Planned Parenthood has been working with LGBTQ activists for years now to achieve nationalized sex ed standards that indoctrinate children into a culture that normalizes transgender ideology and abortion on demand.

Monica Cline, a former Title X family planning instructor who was trained by Planned Parenthood and taught at sex ed conferences for teens, now runs It Takes a Family, which seeks “to encourage parents to ‘Reclaim Parenthood’ and become their children’s greatest advocates and educators.”

“The government and others who support this kind of anti-science and anti-child agenda are trying to redefine humanity and destroy the innocence of kids by manipulating children as young as possible to indoctrinate them into their worldview,” Cline told The Star News Network.

The New Jersey sex ed standards were modeled after the National Sexuality Education Standards for grades K-12.

At that time, the group promoting the gender ideology indoctrination said in a statement at Insider NJ that sex education is now an “equity issue”:

As our nation reckons with the systemic racism and violence against Black communities that is a part of all of our institutions, including our education systems, we take pause today to consider how sex education is an equity issue … A young person’s ability to receive high-quality, comprehensive sex education should not depend on their district, their school, or their teacher.

The LGBTQ activists wrote that, while they “commended” the State Board of Education for their “updated” sex ed standards, “there is still more work to be done.”

For example, the activists said they wanted “all New Jersey students” to be required to be instructed in “affirming sex education,” and also for state lawmakers to pass legislation “that repeals outdated statutes that require stressing the failure rates of contraception and that over-emphasize abstinence instead of educating young people without shame and judgment about all of the ways to protect their health.”

As Fox News reported, in Westfield, New Jersey, the Board of Education gave parents lesson plans associated with the new sex-ed standards in February.

In a lesson plan titled “Purple, Pink and Blue,” for example, first graders will be expected to “define gender, gender identity and gender role stereotypes,” and to “name at least two things they’ve been taught about gender stereotypes, and how those things may limit people of all genders.”
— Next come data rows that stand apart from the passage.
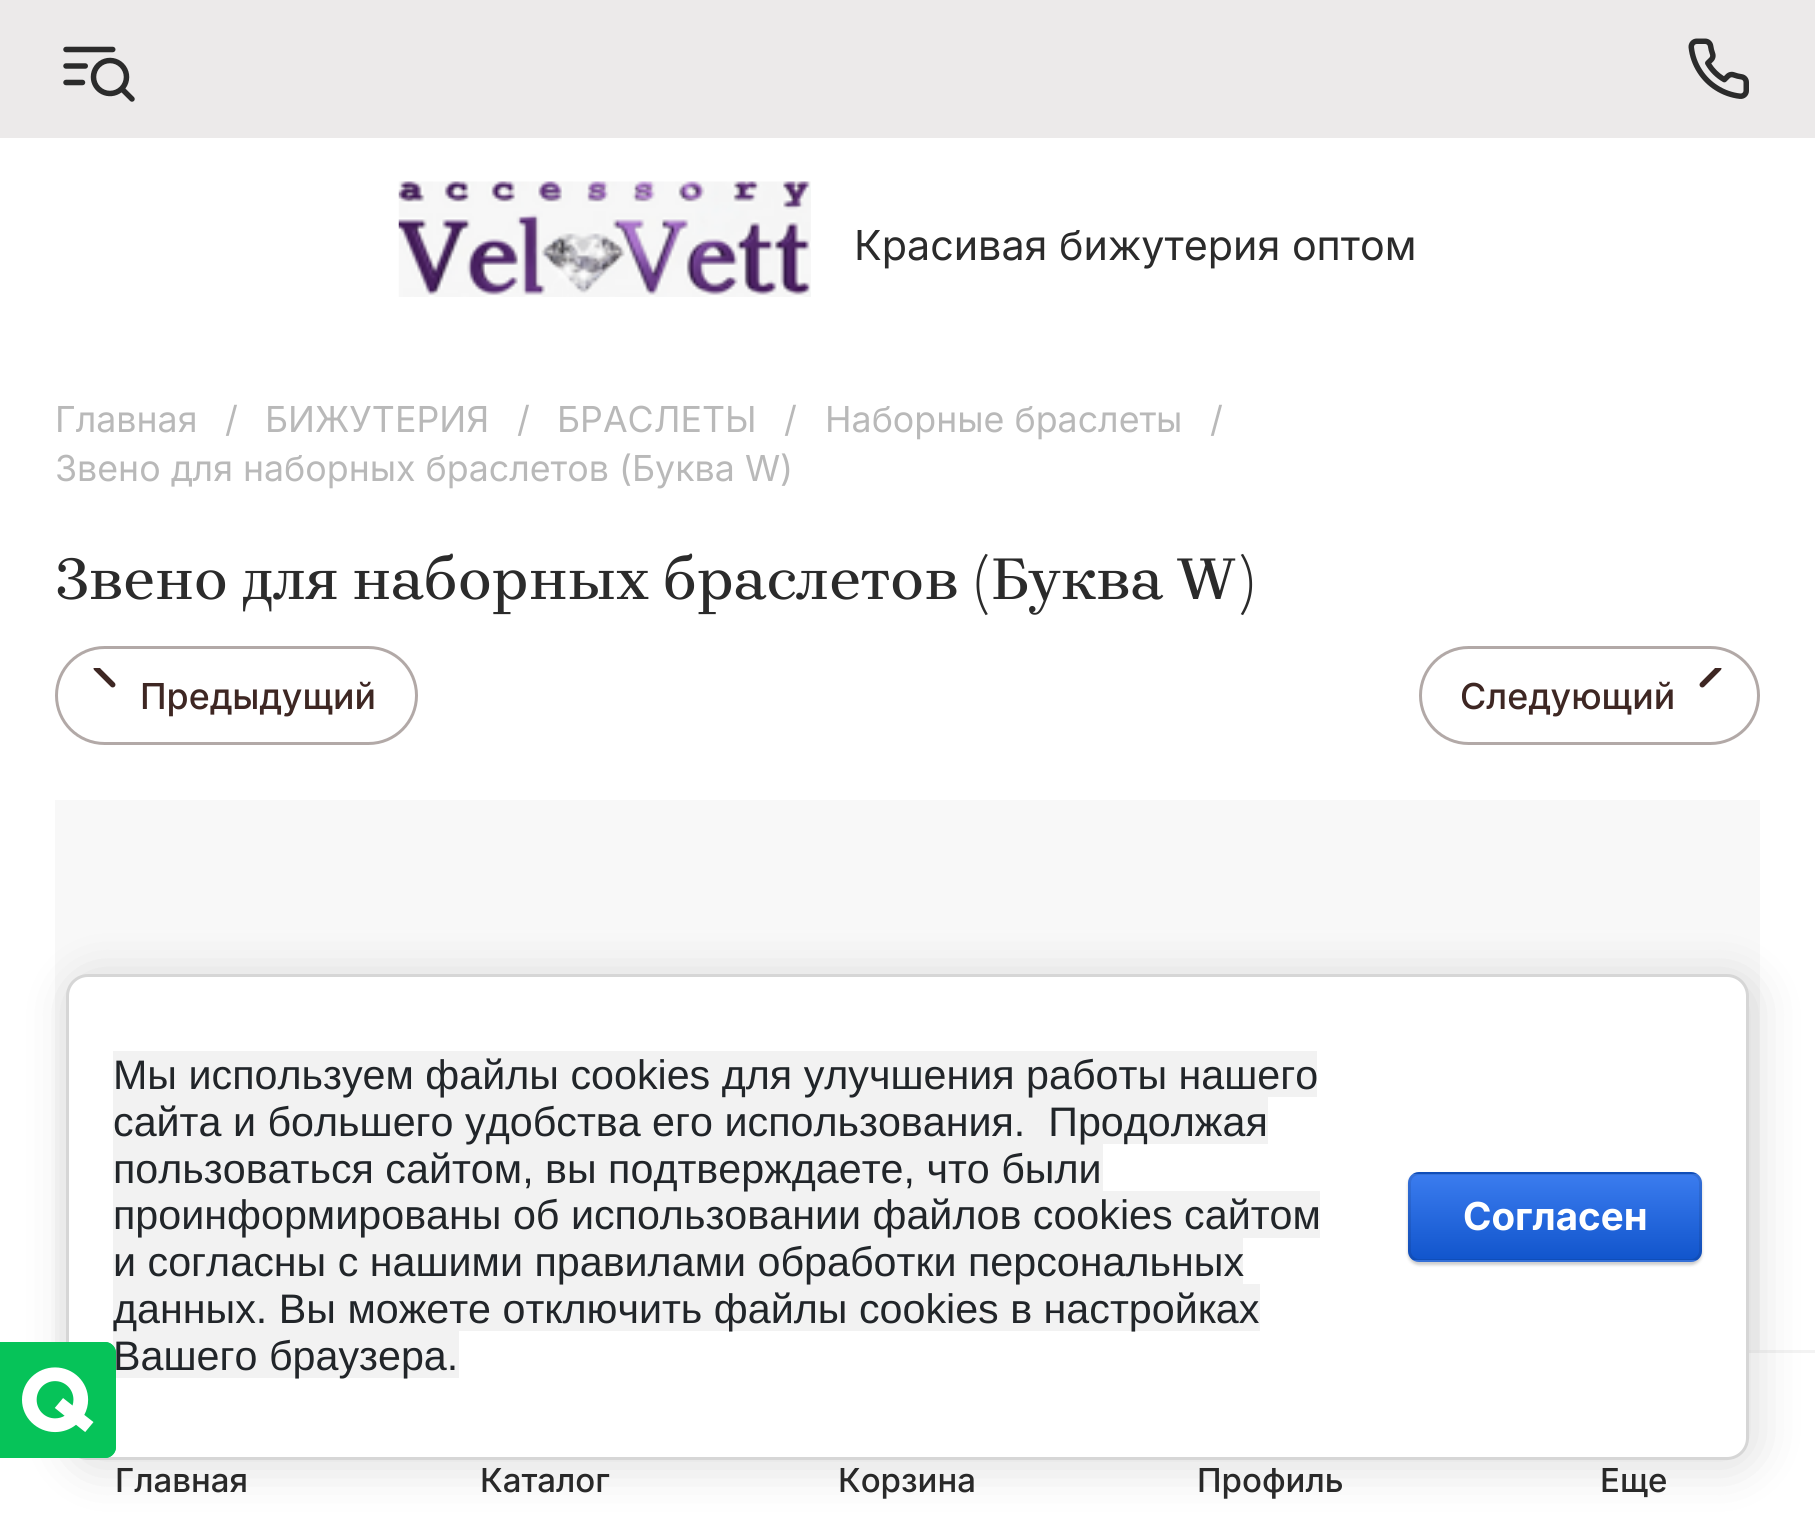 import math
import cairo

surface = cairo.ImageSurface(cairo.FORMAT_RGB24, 1815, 1524)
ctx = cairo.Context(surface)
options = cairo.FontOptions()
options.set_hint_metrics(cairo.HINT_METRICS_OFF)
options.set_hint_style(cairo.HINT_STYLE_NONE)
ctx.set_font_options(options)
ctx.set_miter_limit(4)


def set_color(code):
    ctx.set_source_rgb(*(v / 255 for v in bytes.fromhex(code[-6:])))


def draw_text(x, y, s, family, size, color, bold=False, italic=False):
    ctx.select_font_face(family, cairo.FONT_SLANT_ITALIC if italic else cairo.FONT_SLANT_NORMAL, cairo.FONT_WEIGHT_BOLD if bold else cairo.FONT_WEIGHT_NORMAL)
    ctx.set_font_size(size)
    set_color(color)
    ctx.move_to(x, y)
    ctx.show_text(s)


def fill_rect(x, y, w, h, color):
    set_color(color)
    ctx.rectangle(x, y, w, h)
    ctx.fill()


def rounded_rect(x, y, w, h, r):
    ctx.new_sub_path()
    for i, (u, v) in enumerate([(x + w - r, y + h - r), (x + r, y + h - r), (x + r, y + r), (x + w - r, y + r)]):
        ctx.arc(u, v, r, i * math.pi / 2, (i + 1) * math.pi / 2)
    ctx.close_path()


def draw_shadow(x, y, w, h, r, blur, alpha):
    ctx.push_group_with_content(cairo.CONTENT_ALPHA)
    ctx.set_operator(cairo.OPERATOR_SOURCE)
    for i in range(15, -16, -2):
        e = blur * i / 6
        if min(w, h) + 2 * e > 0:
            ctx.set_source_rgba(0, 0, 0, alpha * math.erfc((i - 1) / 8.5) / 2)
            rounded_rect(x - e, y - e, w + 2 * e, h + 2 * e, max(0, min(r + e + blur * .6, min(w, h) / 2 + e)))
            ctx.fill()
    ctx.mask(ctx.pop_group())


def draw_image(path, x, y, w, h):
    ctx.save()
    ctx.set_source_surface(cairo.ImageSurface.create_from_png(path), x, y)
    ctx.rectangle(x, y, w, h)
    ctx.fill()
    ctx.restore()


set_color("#ffffff")
ctx.paint()
fill_rect(0, 0, 1815, 138, "#eceaea")
draw_image("assets/img1.png", 63, 46, 72, 56)
draw_image("assets/img2.png", 1688, 38, 61, 61)
draw_image("assets/img3.png", 398, 181, 413, 116)
draw_text(854, 260, "Красивая бижутерия оптом", "Inter", 41.25, "#2b2b2b")
draw_text(55, 432, "Главная", "Inter", 35.75, "#b9b9b9")
draw_text(225, 432, "/", "Inter", 35.75, "#b9b9b9")
draw_text(265, 432, "БИЖУТЕРИЯ", "Inter", 35.75, "#b9b9b9")
draw_text(517, 432, "/", "Inter", 35.75, "#b9b9b9")
draw_text(557, 432, "БРАСЛЕТЫ", "Inter", 35.75, "#b9b9b9")
draw_text(784, 432, "/", "Inter", 35.75, "#b9b9b9")
draw_text(825, 432, "Наборные браслеты", "Inter", 35.75, "#b9b9b9")
draw_text(1210, 432, "/", "Inter", 35.75, "#b9b9b9")
draw_text(55, 481, "Звено для наборных браслетов (Буква W)", "Inter", 35.75, "#b9b9b9")
draw_text(55, 599, "Звено для наборных браслетов (Буква W)", "Brygada 1918 Medium", 60.5, "#2b2b2b")
rounded_rect(56.5, 647.5, 360, 96, 48)
set_color("#b2a9a7")
ctx.set_line_width(3)
ctx.stroke()
draw_image("assets/img4.png", 93, 668, 23, 20)
draw_text(140, 709, "Предыдущий", "Inter Medium", 35.75, "#3e2723")
rounded_rect(1420.5, 647.5, 338, 96, 48)
set_color("#b2a9a7")
ctx.stroke()
draw_image("assets/img5.png", 1699, 668, 23, 20)
draw_text(1460, 709, "Следующий", "Inter Medium", 35.75, "#3e2723")
ctx.set_source_rgba(0, 0, 0, 0.03)
ctx.rectangle(55, 800, 1705, 550)
ctx.fill()
fill_rect(1749, 1350, 66, 3, "#f3f3f3")
draw_text(115, 1492, "Главная", "Inter Medium", 33, "#2b2b2b")
draw_text(480, 1492, "Каталог", "Inter Medium", 33, "#2b2b2b")
draw_text(838, 1492, "Корзина", "Inter Medium", 33, "#2b2b2b")
draw_text(1197, 1492, "Профиль", "Inter Medium", 33, "#2b2b2b")
draw_text(1600, 1492, "Еще", "Inter Medium", 33, "#2b2b2b")
set_color("#000000")
draw_shadow(72, 979, 1683, 487, 22, 25, 0.14)
set_color("#ffffff")
rounded_rect(67.5, 975.5, 1680, 483, 20.5)
ctx.fill_preserve()
set_color("#d6d6d6")
ctx.stroke()
fill_rect(113, 1051, 1204, 46, "#f2f2f2")
fill_rect(113, 1097, 1155, 47, "#f2f2f2")
draw_text(113, 1089, "Мы используем файлы cookies для улучшения работы нашего", "Liberation Sans", 41.25, "#212529")
fill_rect(113, 1144, 990, 47, "#f2f2f2")
draw_text(113, 1136, "сайта и большего удобства его использования.  Продолжая", "Liberation Sans", 41.25, "#212529")
fill_rect(113, 1191, 1207, 47, "#f2f2f2")
draw_text(113, 1183, "пользоваться сайтом, вы подтверждаете, что были", "Liberation Sans", 41.25, "#212529")
draw_text(113, 1229, "проинформированы об использовании файлов cookies сайтом", "Liberation Sans", 41.25, "#212529")
fill_rect(113, 1238, 1130, 46, "#f2f2f2")
fill_rect(113, 1284, 1147, 47, "#f2f2f2")
draw_text(113, 1276, "и согласны с нашими правилами обработки персональных", "Liberation Sans", 41.25, "#212529")
fill_rect(113, 1331, 346, 47, "#f2f2f2")
draw_text(113, 1323, "данных. Вы можете отключить файлы cookies в настройках", "Liberation Sans", 41.25, "#212529")
draw_text(113, 1370, "Вашего браузера.", "Liberation Sans", 41.25, "#212529")
set_color("#000000")
draw_shadow(1408, 1174, 294, 91, 11, 1.5, 0.2)
ctx.save()
rounded_rect(1408, 1172, 294, 90, 11)
ctx.clip()
gradient = cairo.LinearGradient(1555, 1089, 1555, 1174)
gradient.add_color_stop_rgba(0, 0.231, 0.486, 0.937, 1)
gradient.add_color_stop_rgba(1, 0.067, 0.333, 0.8, 1)
ctx.set_source(gradient)
ctx.rectangle(1408, 1172, 294, 2)
ctx.fill()
gradient = cairo.LinearGradient(1555, 1174, 1555, 1260)
gradient.add_color_stop_rgba(0, 0.231, 0.486, 0.937, 1)
gradient.add_color_stop_rgba(1, 0.067, 0.333, 0.8, 1)
ctx.set_source(gradient)
ctx.rectangle(1408, 1174, 294, 86)
ctx.fill()
gradient = cairo.LinearGradient(1555, 1260, 1555, 1345)
gradient.add_color_stop_rgba(0, 0.231, 0.486, 0.937, 1)
gradient.add_color_stop_rgba(1, 0.067, 0.333, 0.8, 1)
ctx.set_source(gradient)
ctx.rectangle(1408, 1260, 294, 2)
ctx.fill()
ctx.restore()
rounded_rect(1409.5, 1173.5, 291, 87, 9.5)
ctx.set_source_rgba(0, 0, 0, 0.1)
ctx.stroke()
draw_text(1463, 1230, "Согласен", "Inter", 38.5, "#ffffff", bold=True)
set_color("#06c359")
ctx.new_path()
ctx.move_to(0, 1342)
ctx.line_to(105, 1342)
ctx.curve_to(111, 1342, 116, 1347, 116, 1353)
ctx.line_to(116, 1447)
ctx.curve_to(116, 1453, 111, 1458, 105, 1458)
ctx.line_to(0, 1458)
ctx.close_path()
ctx.fill()
rounded_rect(0, 1342, 116, 116, 11)
ctx.fill()
draw_image("assets/img6.png", 22, 1367, 72, 66)
surface.write_to_png("output.png") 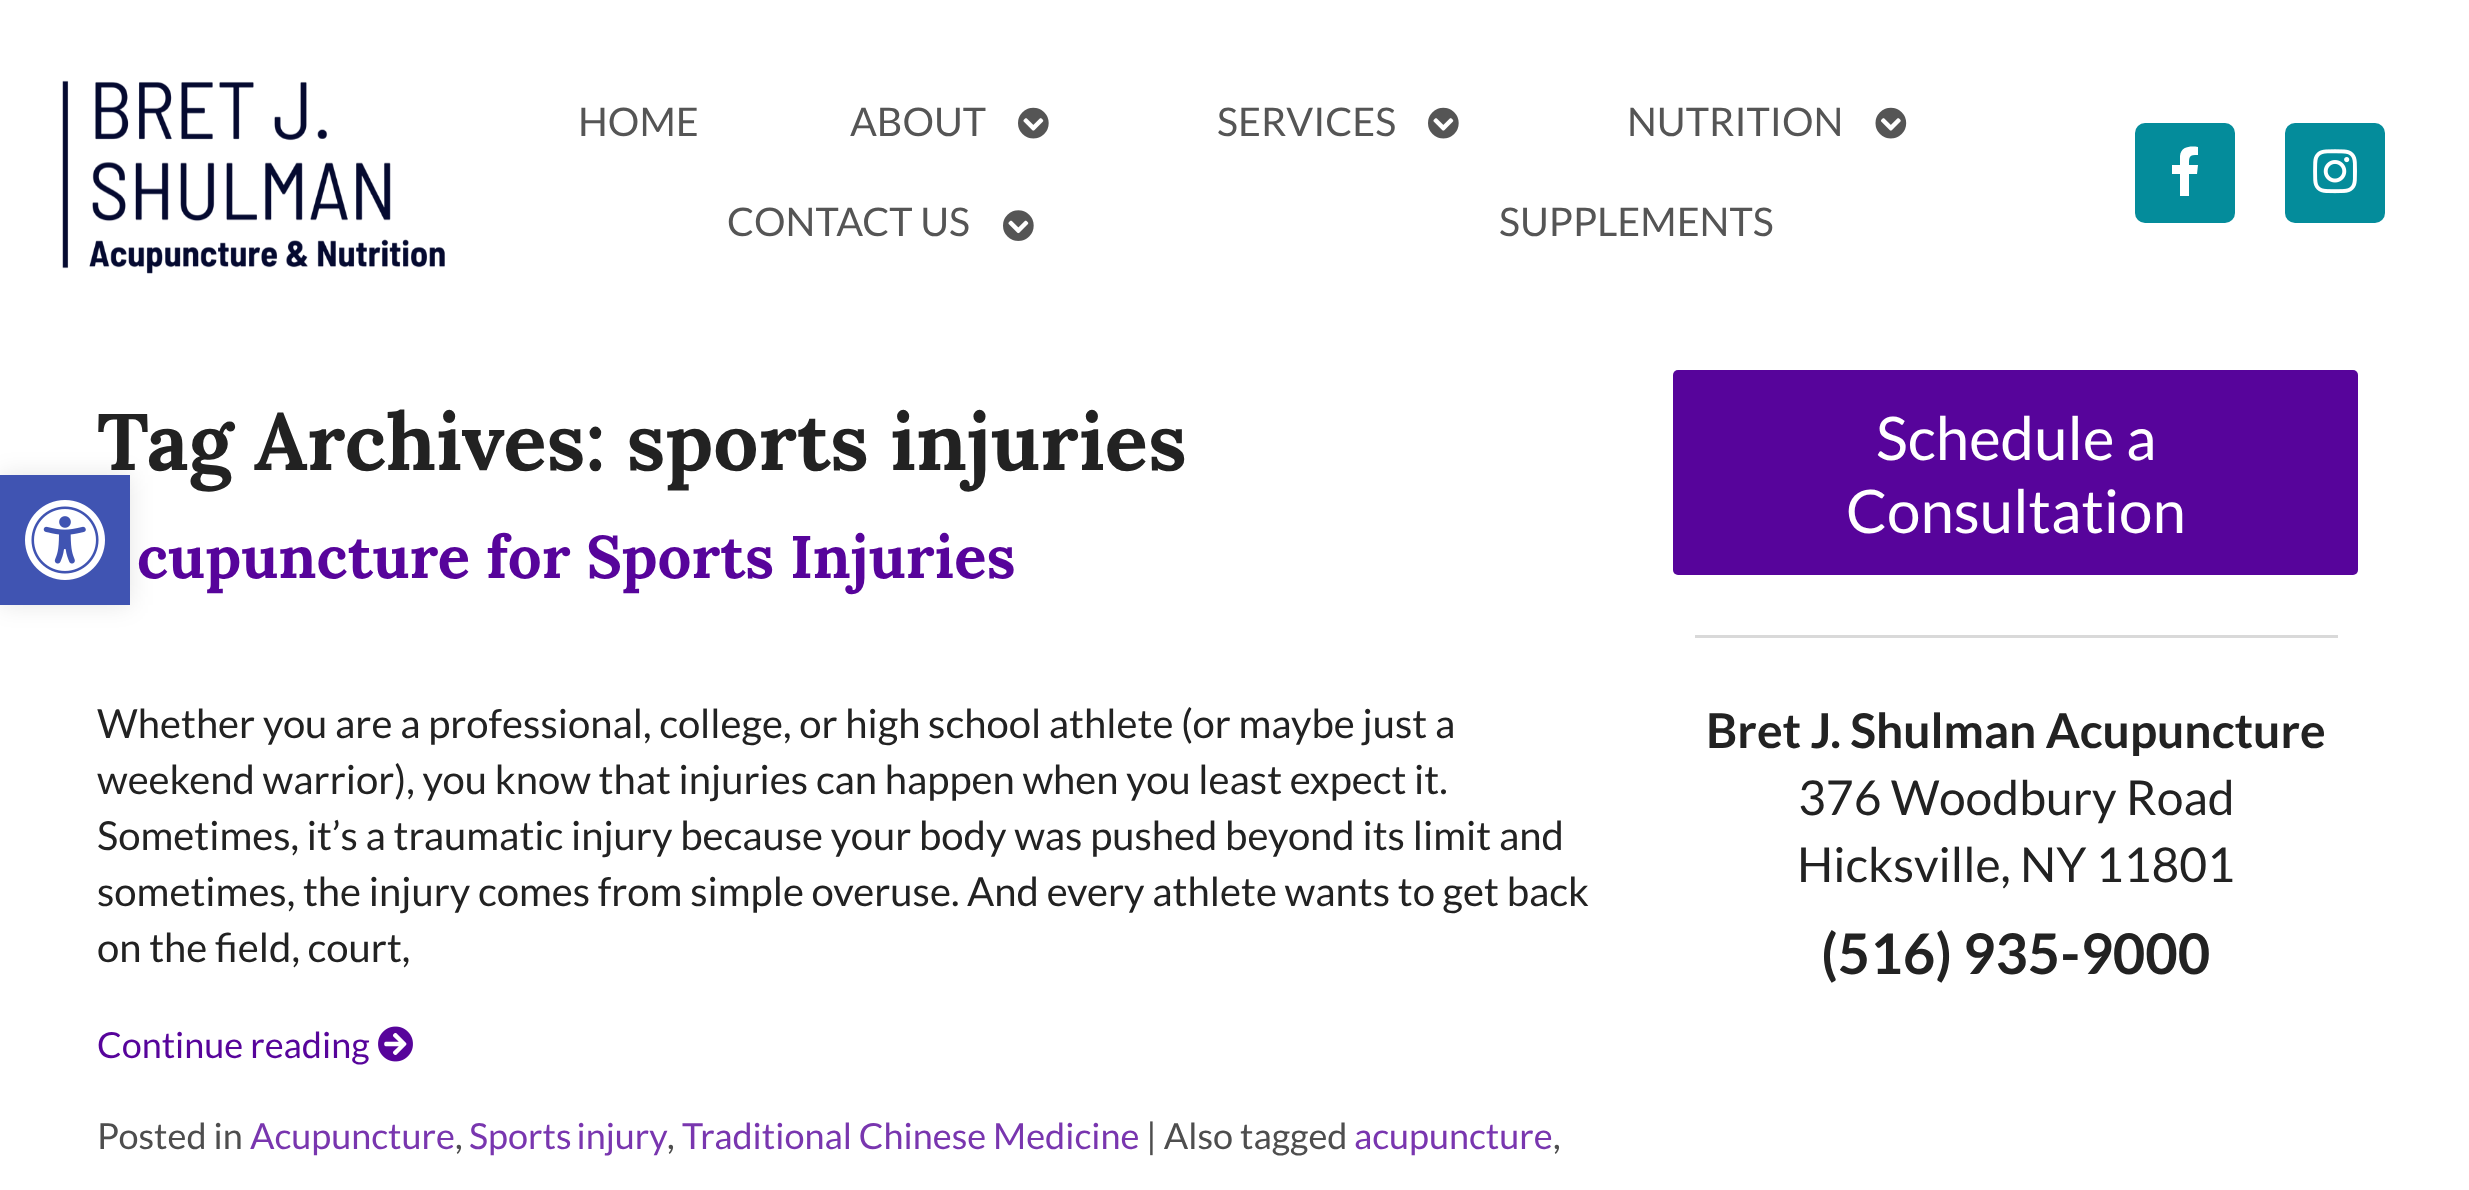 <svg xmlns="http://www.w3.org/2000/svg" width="2469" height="1190">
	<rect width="100%" height="100%" fill="#FFFFFF" />
	<rect x="0" y="475" width="130" height="130" fill="#000000" fill-opacity="0.1" filter="blur(12.5px)" />
	<text x="97" y="470" font-family="Lora" font-size="80" font-weight="700" fill="#222222">Tag Archives: sports injuries</text>
	<rect x="0" y="475" width="130" height="130" fill="#4054B2" />
	<image x="25" y="500" width="80" height="80" href="assets/img1.png" />
	<image x="62" y="80" width="383" height="194" href="assets/img2.png" />
	<g font-family="Lato" font-size="39.5" fill="#555555">
		<text x="578" y="136">HOME</text>
		<text x="850" y="136">ABOUT</text>
	</g>
	<image x="1018" y="107" width="31" height="32" href="assets/img3.png" />
	<text x="1217" y="136" font-family="Lato" font-size="39.5" fill="#555555">SERVICES</text>
	<image x="1428" y="107" width="31" height="32" href="assets/img3.png" />
	<text x="1627" y="136" font-family="Lato" font-size="39.5" fill="#555555">NUTRITION</text>
	<image x="1875" y="107" width="32" height="32" href="assets/img4.png" />
	<text x="727" y="236" font-family="Lato" font-size="39.5" fill="#555555">CONTACT US</text>
	<image x="1003" y="210" width="31" height="31" href="assets/img5.png" />
	<text x="1499" y="236" font-family="Lato" font-size="39.5" fill="#555555">SUPPLEMENTS</text>
	<rect x="2135" y="123" width="100" height="100" rx="10" fill="#048C9B" />
	<path d="M2197 174H2189V196H2180V174H2172V165H2180V156C2181 146 2191 146 2198 147V155C2189 155 2189 156 2189 165H2198Z" fill="#FFFFFF" />
	<rect x="2285" y="123" width="100" height="100" rx="10" fill="#048C9B" />
	<image x="2313" y="149" width="44" height="45" href="assets/img6.png" />
	<text x="137" y="578" font-family="Lora" font-size="60" font-weight="700" fill="#57049B">cupuncture for Sports Injuries</text>
	<g font-family="Lato" font-size="40" fill="#222222">
		<text x="97" y="738">Whether you are a professional, college, or high school athlete (or maybe just a</text>
		<text x="97" y="794">weekend warrior), you know that injuries can happen when you least expect it.</text>
		<text x="97" y="850">Sometimes, it’s a traumatic injury because your body was pushed beyond its limit and</text>
		<text x="97" y="906">sometimes, the injury comes from simple overuse. And every athlete wants to get back</text>
		<text x="97" y="962">on the field, court,</text>
	</g>
	<text x="97" y="1058" font-family="Lato" font-size="36" fill="#57049B">Continue reading</text>
	<image x="378" y="1026" width="35" height="36" href="assets/img7.png" />
	<text x="97" y="1149" font-family="Lato" font-size="36" fill="#4E4E4E">Posted in</text>
	<text x="250" y="1149" font-family="Lato" font-size="36" fill="#7936AF">Acupuncture</text>
	<text x="455" y="1149" font-family="Lato" font-size="36" fill="#4E4E4E">,</text>
	<text x="469" y="1149" word-spacing="-2" font-family="Lato" font-size="36" fill="#7936AF">Sports injury</text>
	<text x="667" y="1149" font-family="Lato" font-size="36" fill="#4E4E4E">,</text>
	<text x="682" y="1149" font-family="Lato" font-size="36" fill="#7936AF">Traditional Chinese Medicine</text>
	<text x="1146" y="1149" font-family="Lato" font-size="36" fill="#4E4E4E">| Also tagged</text>
	<text x="1354" y="1149" font-family="Lato" font-size="36" fill="#7936AF">acupuncture</text>
	<text x="1553" y="1149" font-family="Lato" font-size="36" fill="#4E4E4E">,</text>
	<rect x="1673" y="370" width="685" height="205" rx="5" fill="#57049B" />
	<g font-family="Lato" font-size="60" fill="#FFFFFF">
		<text x="1876" y="460">Schedule a</text>
		<text x="1846" y="533">Consultation</text>
	</g>
	<rect x="1695" y="635" width="643" height="3" fill="#D9D9D9" />
	<text x="1706" y="748" font-family="Lato" font-size="48" font-weight="700" fill="#222222">Bret J. Shulman Acupuncture</text>
	<g font-family="Lato" font-size="48" fill="#222222">
		<text x="1798" y="815">376 Woodbury Road</text>
		<text x="1797" y="882">Hicksville, NY 11801</text>
	</g>
	<text x="1821" y="974" font-family="Lato" font-size="56" font-weight="700" fill="#222222">(516) 935-9000</text>
</svg>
Teachers are instructed to ask first graders, “How do you know what gender you are?”

The instructions add:

Responses will vary, but may include:

  • “My family told me”
  • “I know because of my body parts”
  • “I just know it”

If a student says something like, “I just know it” or “I feel that way on the inside,” explain that knowing what gender you are is called “gender identity.” Put the sign that reads “gender identity” up (or write the phrase) on the board. Ask students to repeat it with you. Point out that the word “Identity” begins with an “I.” Say something like, “Identity starts with an I. That’s how you can remember it. ‘I’ feel, ‘I’ know.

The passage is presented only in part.